The Maisie Dobbs series, written by Jacqueline Winspear, focuses not just on mysteries, but also on how London and its inhabitants fared after WWI. Scores of soldiers are dealing with shell shock, or what we would call post-traumatic stress disorder. A lot of soldiers are also coping with physical injuries, and some even with a narcotic addiction, thanks to the painkillers they’re given for those same injuries. As Maisie remembers the war in flashbacks, I learn about life in the trenches, at the Somme, and on the front line. The Maisie Dobbs books also follow the political machinations that lead to World War II. (Be warned, these books are heavy reading, without much levity.)
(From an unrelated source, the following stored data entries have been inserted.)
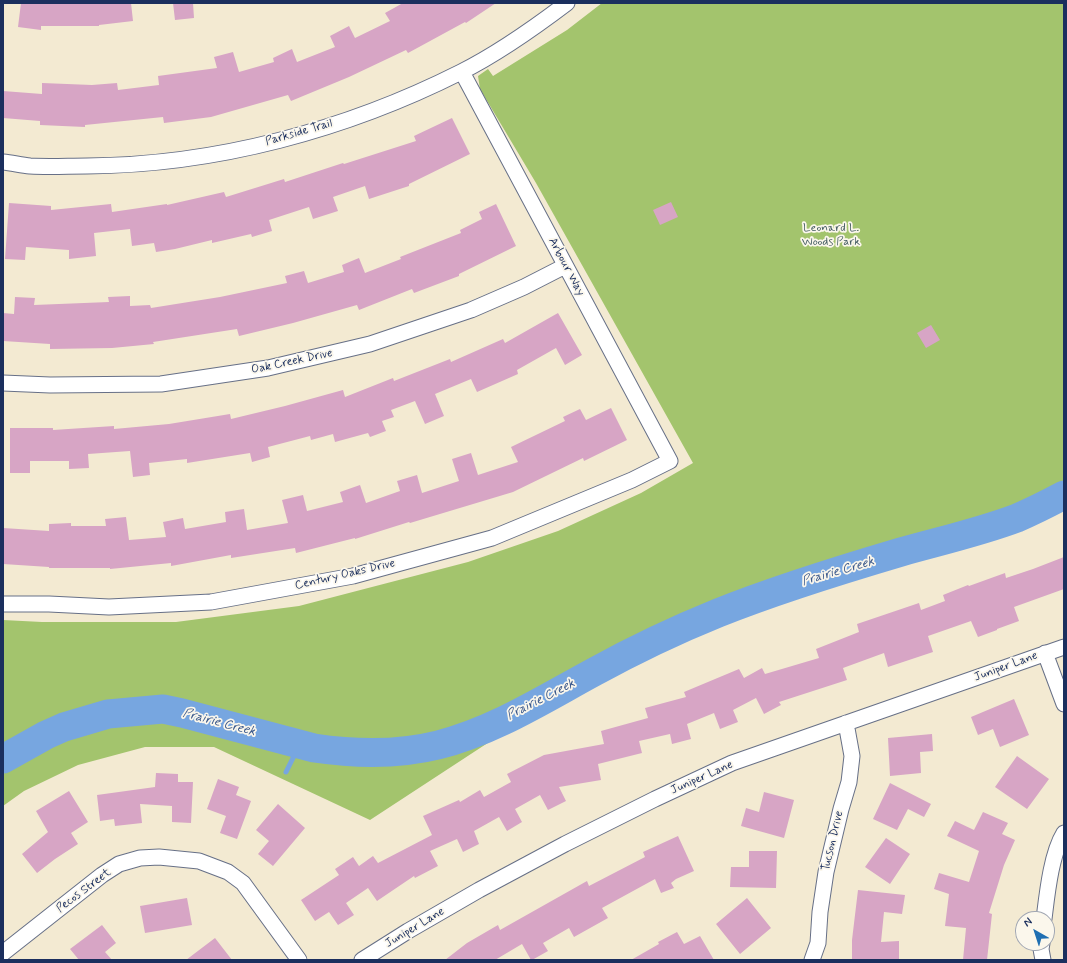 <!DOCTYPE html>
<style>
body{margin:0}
#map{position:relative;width:1067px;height:963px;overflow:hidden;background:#f3ead2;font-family:Mynerve,sans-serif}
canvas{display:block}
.frame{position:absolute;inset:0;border:4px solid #1b2f5e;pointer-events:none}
.north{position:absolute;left:1015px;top:911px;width:40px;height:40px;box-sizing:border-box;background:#fbf7ec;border:1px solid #a1a7b3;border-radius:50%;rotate:321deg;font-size:11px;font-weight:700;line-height:16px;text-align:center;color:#1b2f5e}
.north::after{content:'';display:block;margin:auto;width:14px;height:18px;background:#1f6fb2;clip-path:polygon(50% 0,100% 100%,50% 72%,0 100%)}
</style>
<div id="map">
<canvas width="1067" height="963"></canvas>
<div class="frame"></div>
<div class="north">N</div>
</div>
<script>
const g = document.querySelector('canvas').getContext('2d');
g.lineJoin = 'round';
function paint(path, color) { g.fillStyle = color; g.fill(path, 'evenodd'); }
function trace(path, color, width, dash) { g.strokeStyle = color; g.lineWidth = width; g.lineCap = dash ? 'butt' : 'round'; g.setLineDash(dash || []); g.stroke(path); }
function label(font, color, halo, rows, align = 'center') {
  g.font = font + ' Mynerve,sans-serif'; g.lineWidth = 3.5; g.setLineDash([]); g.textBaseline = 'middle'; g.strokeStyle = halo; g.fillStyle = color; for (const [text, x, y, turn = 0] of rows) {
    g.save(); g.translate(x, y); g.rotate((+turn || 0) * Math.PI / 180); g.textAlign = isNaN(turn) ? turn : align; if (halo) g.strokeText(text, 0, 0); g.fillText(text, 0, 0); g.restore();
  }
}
const green = new Path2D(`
 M 602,3 L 1064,3 L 1064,502 L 1033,522 L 895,565 L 804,590 L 659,649 L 503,733 L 370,820 L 214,747 L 145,747 L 78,765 L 24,791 L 3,806 L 3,620 L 42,622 L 176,622 L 299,606 L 468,562 L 558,531 L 641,493 L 693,463 L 536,183 L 480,89 L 478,76 L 488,69 L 493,76 L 567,30 Z`);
const stream = new Path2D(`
 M 286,772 L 300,744`);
const river = new Path2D(`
 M 3,759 L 46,735 L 64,727 L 108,714 L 163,709 L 182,713 L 314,748 C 355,754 398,755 438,745 C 494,731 544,699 594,672 C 634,650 676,630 718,613 C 778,589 840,570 901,552 C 940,541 980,532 1017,518 C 1033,511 1049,503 1064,495`);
const building = new Path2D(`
 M 21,3 L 131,3 L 133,21 L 99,25 L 99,26 L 41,26 L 41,30 L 18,27 Z
 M 173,3 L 193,3 L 194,18 L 175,20 Z
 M 403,3 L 496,3 L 466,23 L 465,22 L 408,53 L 406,50 L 349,77 L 291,101 L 288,95 L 211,117 L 164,123 L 163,117 L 85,125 L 85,127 L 40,125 L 40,121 L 3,118 L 3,91 L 42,94 L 42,83 L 92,85 L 117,83 L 118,90 L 159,85 L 158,76 L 217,68 L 214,57 L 233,52 L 239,72 L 274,62 L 273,58 L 292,49 L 297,62 L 335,47 L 330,36 L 349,26 L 355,38 L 390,21 L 385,13 Z
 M 452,118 L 470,154 L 409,184 L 409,186 L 369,199 L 365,186 L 333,197 L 338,211 L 313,219 L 309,207 L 269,220 L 272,231 L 252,237 L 251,234 L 212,243 L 212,240 L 175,249 L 156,252 L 154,243 L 132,246 L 130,229 L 94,233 L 96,256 L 69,259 L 69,250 L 26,247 L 25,260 L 5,259 L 9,203 L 51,206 L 51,210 L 111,204 L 112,212 L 167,204 L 167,205 L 224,192 L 226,197 L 284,179 L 285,182 L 343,163 L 344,164 L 416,141 L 414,136 Z
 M 671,202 L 678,217 L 660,225 L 653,210 Z
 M 496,204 L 516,246 L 459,274 L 459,276 L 414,293 L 412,289 L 359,310 L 357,305 L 293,323 L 239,336 L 237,329 L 153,342 L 154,344 L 112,348 L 50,349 L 50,344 L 3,341 L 3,313 L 14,314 L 15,297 L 35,298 L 34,305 L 109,302 L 108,297 L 130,296 L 130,306 L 150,305 L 151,308 L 220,297 L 287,283 L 285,276 L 304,271 L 308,283 L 344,272 L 342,265 L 359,258 L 365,273 L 401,259 L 400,257 L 461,233 L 460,230 L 482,219 L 479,212 Z
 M 558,313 L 582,355 L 565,365 L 556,348 L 517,370 L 518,374 L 477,392 L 471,379 L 435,394 L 444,416 L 425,424 L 415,401 L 391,410 L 394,417 L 382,421 L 386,431 L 370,437 L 368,433 L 335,442 L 333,434 L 311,440 L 310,436 L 268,447 L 270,457 L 252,462 L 250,453 L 187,463 L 187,459 L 149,463 L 150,475 L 133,477 L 130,451 L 88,454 L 89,468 L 69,469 L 69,461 L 30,461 L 30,473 L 10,473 L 10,428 L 53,428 L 53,430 L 114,426 L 114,429 L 169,424 L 230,414 L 231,419 L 285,406 L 343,390 L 345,397 L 393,378 L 394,381 L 450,359 L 451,362 L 503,339 L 505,343 Z
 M 931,325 L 940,340 L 926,348 L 917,333 Z
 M 611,408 L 627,440 L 584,461 L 583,458 L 513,492 L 410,523 L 409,522 L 355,539 L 355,538 L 296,553 L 295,548 L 231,558 L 231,555 L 171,566 L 171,563 L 110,569 L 110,568 L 49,568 L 49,567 L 3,564 L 3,528 L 49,531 L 49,524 L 71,523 L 71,526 L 106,526 L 105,519 L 126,517 L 129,540 L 166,537 L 163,522 L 183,518 L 185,529 L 226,522 L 225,512 L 244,509 L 247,530 L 288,523 L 282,500 L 303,495 L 307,511 L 343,502 L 340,492 L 360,485 L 366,503 L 400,491 L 397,481 L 417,475 L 422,493 L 459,481 L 452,459 L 471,453 L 478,475 L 518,462 L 511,447 L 565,421 L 563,417 L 580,409 L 586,420 Z
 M 1064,557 L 1064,589 L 1014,607 L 1019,621 L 997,629 L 997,630 L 978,637 L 971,621 L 928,636 L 933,652 L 888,667 L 884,653 L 843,668 L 847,680 L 779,702 L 781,705 L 764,714 L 756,698 L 733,710 L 738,722 L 720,729 L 714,713 L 687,724 L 691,739 L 672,744 L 670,734 L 639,741 L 642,753 L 598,764 L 601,780 L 559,787 L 566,801 L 548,810 L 540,795 L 515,809 L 522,822 L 507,831 L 499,817 L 474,831 L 479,844 L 463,852 L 457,839 L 430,851 L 438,866 L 415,878 L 414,876 L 377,901 L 368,888 L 346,903 L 354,915 L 338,925 L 329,912 L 315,921 L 301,900 L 339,875 L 335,869 L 353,857 L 359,866 L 373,856 L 378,863 L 432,835 L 423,816 L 459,800 L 460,802 L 480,790 L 484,797 L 511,782 L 507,774 L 544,755 L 604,744 L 601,731 L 648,718 L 645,708 L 686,697 L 684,692 L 739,669 L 744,678 L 762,668 L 765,674 L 819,658 L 816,649 L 859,632 L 857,624 L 919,603 L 921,610 L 945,601 L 943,595 L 968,585 L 969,586 L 1005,573 L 1006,578 L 1033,569 Z
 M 1014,699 L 1029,735 L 1000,747 L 993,729 L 978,735 L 971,717 Z
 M 932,734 L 933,751 L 920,752 L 921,773 L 890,776 L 888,738 Z
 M 1017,756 L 1049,779 L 1027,809 L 995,787 Z
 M 156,773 L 178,774 L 178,782 L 193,782 L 191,823 L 172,822 L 172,806 L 140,804 L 142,823 L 115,826 L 114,819 L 100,821 L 97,795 L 155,787 Z
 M 218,779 L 239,787 L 236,795 L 251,801 L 237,839 L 220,833 L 226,816 L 207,809 Z
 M 890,783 L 931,804 L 924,817 L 908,809 L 897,830 L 873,819 Z
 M 69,791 L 88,822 L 71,833 L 78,844 L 55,859 L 37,873 L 22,854 L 48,832 L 36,811 Z
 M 764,792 L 794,800 L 784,838 L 741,826 L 746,808 L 759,812 Z
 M 278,804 L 305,828 L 273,866 L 258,854 L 269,841 L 256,830 Z
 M 983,812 L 1008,823 L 1002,834 L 1015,840 L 1004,865 L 989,913 L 992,914 L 987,960 L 963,960 L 966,928 L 945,926 L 949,894 L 934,889 L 939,873 L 969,882 L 979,851 L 947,836 L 955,821 L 974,830 Z
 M 678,836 L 694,871 L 676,879 L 671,883 L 674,888 L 661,893 L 655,879 L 602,908 L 608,918 L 574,937 L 569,928 L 543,943 L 548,951 L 532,960 L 531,960 L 522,944 L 495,960 L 445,960 L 467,943 L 498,925 L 500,930 L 587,881 L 589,886 L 645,857 L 643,852 Z
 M 886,838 L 910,854 L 890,884 L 865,867 Z
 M 749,851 L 777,851 L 776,888 L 730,887 L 731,867 L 749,867 Z
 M 858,890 L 905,895 L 902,914 L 884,912 L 881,942 L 899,941 L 899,960 L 852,960 L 852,940 Z
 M 187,898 L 192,925 L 145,933 L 140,906 Z
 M 747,898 L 771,928 L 740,954 L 716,924 Z
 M 102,925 L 116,943 L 105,952 L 112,960 L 79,960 L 70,949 Z
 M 677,932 L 684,944 L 700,936 L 714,960 L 631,960 L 659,944 L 658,942 Z
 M 215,938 L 232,960 L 186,960 Z`);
const street = new Path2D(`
 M 3,162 C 12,163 21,165 30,166 C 49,167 68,166 87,166 C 216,165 346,130 461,72 C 499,53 534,28 567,3
 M 3,383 L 50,385 L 161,384 L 268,368 L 370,344 L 471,310 L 524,287 L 565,266
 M 3,604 L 49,604 L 109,607 L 211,602 L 353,576 L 492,538 L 632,480 L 670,461 L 462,72
 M 1045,653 L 1064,704
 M 1044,919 C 1047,895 1051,854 1064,833
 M 1042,943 L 1041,949 L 1043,960
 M 3,953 L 102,875 L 119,864 L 140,858 L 159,857 L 199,861 L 228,872 L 243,883 L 299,960
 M 362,960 L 408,931 L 479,890 L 565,844 L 655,799 L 732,763 L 1064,647
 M 812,960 L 818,943 L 820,912 L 826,872 L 841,809 L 849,782 L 852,756 L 846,723`);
const streetNames = [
 ["Parkside Trail",299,133,-16],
 ["Arbour Way",566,267,62],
 ["Oak Creek Drive",292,362,-12],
 ["Century Oaks Drive",345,575,-13],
 ["Juniper Lane",1006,667,-20],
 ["Juniper Lane",702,778,-24],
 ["Tucson Drive",833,841,-77],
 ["Pecos Street",84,891,-37],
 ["Juniper Lane",415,928,-31]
];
const parkNames = [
 ["Leonard L.",831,228],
 ["Woods Park",831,242]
];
const waterNames = [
 ["Prairie Creek",838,572,-16],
 ["Prairie Creek",541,700,-27],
 ["Prairie Creek",219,723,15]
];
paint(green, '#a3c46d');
trace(stream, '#77a6e0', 5);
trace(river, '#77a6e0', 29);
paint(building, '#d7a5c5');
trace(street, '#677087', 17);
trace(street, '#fff', 15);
label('12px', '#1b2f5e', '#fbf7ec', streetNames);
label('12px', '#445c62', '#fbf7ec', parkNames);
label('italic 13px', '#3b598c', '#fbf7ec', waterNames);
</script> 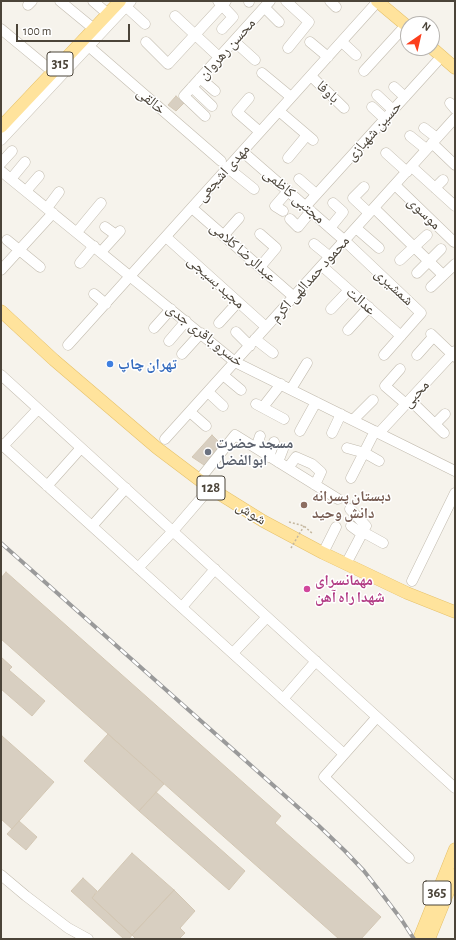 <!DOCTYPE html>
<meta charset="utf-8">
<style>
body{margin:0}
#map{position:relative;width:456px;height:940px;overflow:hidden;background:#f6f3ec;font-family:"Alegreya Sans",sans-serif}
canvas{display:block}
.frame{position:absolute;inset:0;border:2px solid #4b4439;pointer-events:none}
.north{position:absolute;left:400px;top:16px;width:40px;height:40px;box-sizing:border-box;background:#fff;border:1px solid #b7b4b0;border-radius:50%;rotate:34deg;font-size:11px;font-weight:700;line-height:16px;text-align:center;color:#4b4439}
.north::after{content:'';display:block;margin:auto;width:14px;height:18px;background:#fc3f1d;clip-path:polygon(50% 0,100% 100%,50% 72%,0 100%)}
.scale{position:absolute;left:16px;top:24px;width:114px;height:18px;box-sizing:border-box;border:2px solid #4b4439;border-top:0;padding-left:5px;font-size:12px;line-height:14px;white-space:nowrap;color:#4b4439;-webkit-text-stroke:3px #fff;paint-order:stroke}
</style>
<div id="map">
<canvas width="456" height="940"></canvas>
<div class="frame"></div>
<div class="north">N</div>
<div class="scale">100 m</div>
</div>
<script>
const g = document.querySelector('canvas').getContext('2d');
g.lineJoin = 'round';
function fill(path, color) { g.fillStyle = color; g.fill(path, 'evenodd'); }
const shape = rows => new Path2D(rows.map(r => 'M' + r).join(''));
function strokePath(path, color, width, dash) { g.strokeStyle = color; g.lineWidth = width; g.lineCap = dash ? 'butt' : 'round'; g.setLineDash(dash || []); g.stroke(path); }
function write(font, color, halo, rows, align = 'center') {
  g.font = font + ' "Alegreya Sans","Noto Naskh Arabic",sans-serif'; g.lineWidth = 3; g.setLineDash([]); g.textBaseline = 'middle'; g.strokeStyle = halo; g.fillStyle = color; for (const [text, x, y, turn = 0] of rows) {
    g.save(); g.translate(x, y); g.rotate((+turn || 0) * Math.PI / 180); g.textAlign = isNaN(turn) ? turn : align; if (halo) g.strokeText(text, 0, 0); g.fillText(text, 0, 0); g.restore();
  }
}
const building = shape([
 [176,96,184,103,176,111,168,105,176,96],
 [212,435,224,447,207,467,192,457,212,435],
 [6,572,281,816,275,823,381,917,361,939,339,939,1,639,1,578,6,572],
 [1,657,12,667,9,670,45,701,32,716,1,689,1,657],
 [108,734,164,784,139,811,84,761,108,734],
 [2,736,54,782,12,829,1,819,1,737,2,736],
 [156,792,245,871,229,890,139,811,156,792],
 [19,821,37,837,26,850,7,834,19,821],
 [132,853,174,890,132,935,92,898,132,853],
 [83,878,97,891,92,898,132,935,129,939,124,939,71,891,83,878],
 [174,890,195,911,180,928,185,933,179,939,136,939,132,935,174,890]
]);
fill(building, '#d8cfc1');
strokePath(building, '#d3c7b4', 1);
const minor = shape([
 [60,1,94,29],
 [93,1,108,14],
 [218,1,233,17,222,29],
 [249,1,249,2],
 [286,1,309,22,288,48],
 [330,1,336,7],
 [122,3,145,24],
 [28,5,32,1],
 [265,8,279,22],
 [175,16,219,57],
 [1,29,53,72],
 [234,41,255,60],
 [146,42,168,64,226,1],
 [310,42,328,57],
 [342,42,356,55],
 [85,43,221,161],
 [364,71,406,25],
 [262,73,291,97],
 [311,76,344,108],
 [200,78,215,91],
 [192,87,212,106],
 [394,87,405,97],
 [377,95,393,110],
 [249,98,237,112,260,132],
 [450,103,455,109],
 [372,107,385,119],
 [279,111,313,140],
 [205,116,184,96,270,1],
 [424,128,437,138],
 [410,136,426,149],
 [1,140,131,1],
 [432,143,455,165],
 [243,152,345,241,421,313,384,355],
 [386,153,407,172],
 [288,158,307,135],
 [1,163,12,151],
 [412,167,455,206],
 [228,168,254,189],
 [1,171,235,362,455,471],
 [11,179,25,162],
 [299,179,316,194],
 [395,185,454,242],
 [364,187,353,198,369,213],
 [435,188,443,180],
 [26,191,39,176],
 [305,207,442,56],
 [47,208,59,192],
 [192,208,294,297],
 [374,208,443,275],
 [283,211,275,206,288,191],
 [290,219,298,227,311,211],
 [105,227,116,235],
 [330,228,343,212,333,203],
 [356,228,379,248],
 [77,232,101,203],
 [260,234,276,248,260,267],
 [223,236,239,218],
 [166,237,266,327],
 [7,240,40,267],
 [314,244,330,257],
 [101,252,120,231],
 [400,260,427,235],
 [80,263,94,246],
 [322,266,401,336],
 [1,270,53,213],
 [417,273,441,249],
 [431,287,455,264],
 [94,294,106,304],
 [331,309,349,290],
 [219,323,238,302],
 [154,328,171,309],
 [348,330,369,307],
 [236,332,250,346],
 [431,334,455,357],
 [255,339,273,353],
 [169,341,186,321],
 [68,345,378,1],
 [182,354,201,333],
 [417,355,433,337],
 [400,369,385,386,406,404],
 [1,375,377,717,324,777,409,858],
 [223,375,241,390],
 [291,389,307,363],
 [208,392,223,406],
 [410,400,444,433],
 [256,404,284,419],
 [263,407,281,384],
 [190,412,206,426],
 [353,420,373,400],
 [435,424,445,414],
 [300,431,316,402],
 [332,433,341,414],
 [379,433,455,351],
 [165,439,455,118],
 [1,444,344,754],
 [3,446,38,409],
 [256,448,260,436],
 [347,448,365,453,379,461],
 [269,457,274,442],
 [278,462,283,449],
 [288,468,296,457,312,464,321,472,315,485],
 [351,478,375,431],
 [199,480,235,435,338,499],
 [47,486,81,448],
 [92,526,126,488],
 [351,526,362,534],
 [363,532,383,543],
 [323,553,336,527],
 [346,564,366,526,350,509],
 [138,568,173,531,210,488],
 [412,581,455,493],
 [182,607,215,569],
 [233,653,267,617],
 [283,699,316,661],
 [377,717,455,788],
 [1,875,26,896,68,928,88,939]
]);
const major = shape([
 [377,1,408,27],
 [432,48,455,68],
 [1,127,120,1],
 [1,311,54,360,157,448,210,488,263,521,323,553,407,593,455,612],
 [419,939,455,849],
 [429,939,455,875]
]);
strokePath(minor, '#c2bbae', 11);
strokePath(major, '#e6c16a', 13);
strokePath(shape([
 [289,522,304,526,313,534]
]), '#c4b79f', 1.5, [2, 2]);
strokePath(minor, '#fff', 10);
strokePath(major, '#ffe39c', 12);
const rail = shape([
 [1,543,319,826,345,851,364,871,382,894,401,919,414,939]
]);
strokePath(rail, '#9a9a9a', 4);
strokePath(rail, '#fff', 2.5, [8]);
strokePath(shape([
 [291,548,304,526]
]), '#c4b79f', 1.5, [2, 2]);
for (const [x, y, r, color] of [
 [110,364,4,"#3f7fe0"],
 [208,452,4,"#6b7280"],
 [304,505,4,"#8d6e63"],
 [307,589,4,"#d1479c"]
]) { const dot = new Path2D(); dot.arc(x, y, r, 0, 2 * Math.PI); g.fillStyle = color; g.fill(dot); strokePath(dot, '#fff', 1.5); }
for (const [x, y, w] of [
 [60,64,26],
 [211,488,28],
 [437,893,28]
]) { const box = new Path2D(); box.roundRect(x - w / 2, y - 12, w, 24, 3); g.fillStyle = '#fff'; g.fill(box); strokePath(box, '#4b4439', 1); }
write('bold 14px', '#4b4439', null, [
 ["315",60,64],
 ["128",211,488],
 ["365",437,893]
]);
write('15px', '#4b4439', '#fff', [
 ["محسن رهروان",227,49,-48],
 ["باوفا",328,92,43],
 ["خالقی",151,101,41],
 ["حسین شهبازی",374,131,-48],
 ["مهدی اشجعی",223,173,-48],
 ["مجتبی کاظمی",294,196,41],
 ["موسوی",424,213,44],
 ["عبدالرضا کلامی",243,252,41],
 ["محمود حمدالهی اکرم",310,279,-48],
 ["مجید بسیجی",216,282,42],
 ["شمشیری",394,287,43],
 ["عدالت",361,301,41],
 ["خسرو باقری جدی",205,335,38],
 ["محبی",416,394,-47],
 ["شوش",251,513,31]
]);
write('bold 15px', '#366cbe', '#fff', [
 ["تهران چاپ",118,364]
], 'left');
write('bold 15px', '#5b616d', '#fff', [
 ["مسجد حضرت",216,443],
 ["ابوالفضل",216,460]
], 'left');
write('bold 15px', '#785e54', '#fff', [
 ["دبستان پسرانه",312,496],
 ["دانش وحید",312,513]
], 'left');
write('bold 15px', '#b23c85', '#fff', [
 ["مهمانسرای",315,580],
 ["شهدا راه آهن",315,597]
], 'left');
</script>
The Secret Keeper – World War II
The Secret Keeper isn’t part of a book series, like the others on this list. However, I haven’t read a series that takes place during the second World War, so I included this one. The Secret Keeper is about, of course, a murder mystery, but not in the traditional sense.
If you’ve ever read Kate Morton’s books, you know nothing she writes is traditional. The Secret Keeper paints a descriptive picture of a single woman’s daily life in London during WWII: the drills, the blackouts, the rations, the lack of marital prospects. So there isn’t as much of a history lesson here, so much as a cultural lesson. But the book is so, so deliciously good, you’ll thank me for recommending it.
Flavia de Luce – Post-World War II
Do not scoff at my recommending the Flavia de Luce book series when it comes to a historical timeline. Certainly these books, written by Alan Bradley, are more light-hearted than the ones listed above. However, much of the overall story arch focuses on the secret dealings during the war, as well as glimpses into English life just after the war.
Flavia de Luce is a young girl who is a self-taught chemist. As you can imagine, she’s brilliant. Thanks to some neglectful parenting, she spends nearly all her time solving mysteries. Her mother’s demise is shrouded in mystery, as well, and it is that mystery that drives the entire series. Her father and his best friend, Dogger, are veterans, who were also prisoners of war. So all in all, much prose is written about WWII and its aftermath, albeit delightfully lyrical and witty prose.
There you have it, a syllabus full of enjoyable historical fiction that will educate you on major periods of British history.